▶ _THE PROBLEM_:
Go through the data below line by line. Give only the number of lines that contain "dead".

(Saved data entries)
========
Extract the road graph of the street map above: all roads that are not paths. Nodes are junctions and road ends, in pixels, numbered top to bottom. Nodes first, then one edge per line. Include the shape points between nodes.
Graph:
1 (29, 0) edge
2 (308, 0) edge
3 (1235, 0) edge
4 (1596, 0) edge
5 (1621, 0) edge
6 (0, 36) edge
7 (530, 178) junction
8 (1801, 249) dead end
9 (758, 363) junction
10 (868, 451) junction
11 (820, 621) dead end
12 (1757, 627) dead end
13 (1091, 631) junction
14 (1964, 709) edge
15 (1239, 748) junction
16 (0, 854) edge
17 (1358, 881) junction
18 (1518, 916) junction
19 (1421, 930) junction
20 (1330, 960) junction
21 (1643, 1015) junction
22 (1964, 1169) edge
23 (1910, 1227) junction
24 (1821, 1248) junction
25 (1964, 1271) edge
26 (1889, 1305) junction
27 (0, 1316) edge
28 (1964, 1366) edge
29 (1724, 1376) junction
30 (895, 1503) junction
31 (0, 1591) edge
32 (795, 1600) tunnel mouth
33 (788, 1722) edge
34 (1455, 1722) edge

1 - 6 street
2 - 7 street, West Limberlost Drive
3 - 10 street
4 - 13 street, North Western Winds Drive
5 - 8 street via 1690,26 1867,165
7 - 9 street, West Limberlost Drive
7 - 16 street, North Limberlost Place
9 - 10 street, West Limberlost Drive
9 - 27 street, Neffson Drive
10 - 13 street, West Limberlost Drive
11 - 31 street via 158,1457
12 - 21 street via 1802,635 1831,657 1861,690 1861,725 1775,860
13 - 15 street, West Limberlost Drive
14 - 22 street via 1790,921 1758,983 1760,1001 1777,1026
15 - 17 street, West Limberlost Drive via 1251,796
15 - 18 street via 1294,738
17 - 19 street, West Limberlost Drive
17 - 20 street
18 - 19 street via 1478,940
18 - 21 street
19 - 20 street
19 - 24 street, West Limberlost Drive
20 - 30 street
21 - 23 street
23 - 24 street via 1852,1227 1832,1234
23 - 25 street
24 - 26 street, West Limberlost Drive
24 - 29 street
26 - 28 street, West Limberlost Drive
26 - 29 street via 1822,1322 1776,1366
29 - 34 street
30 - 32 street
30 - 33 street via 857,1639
========
▶ _SOLUTION TO THIS EXERCISE_:
3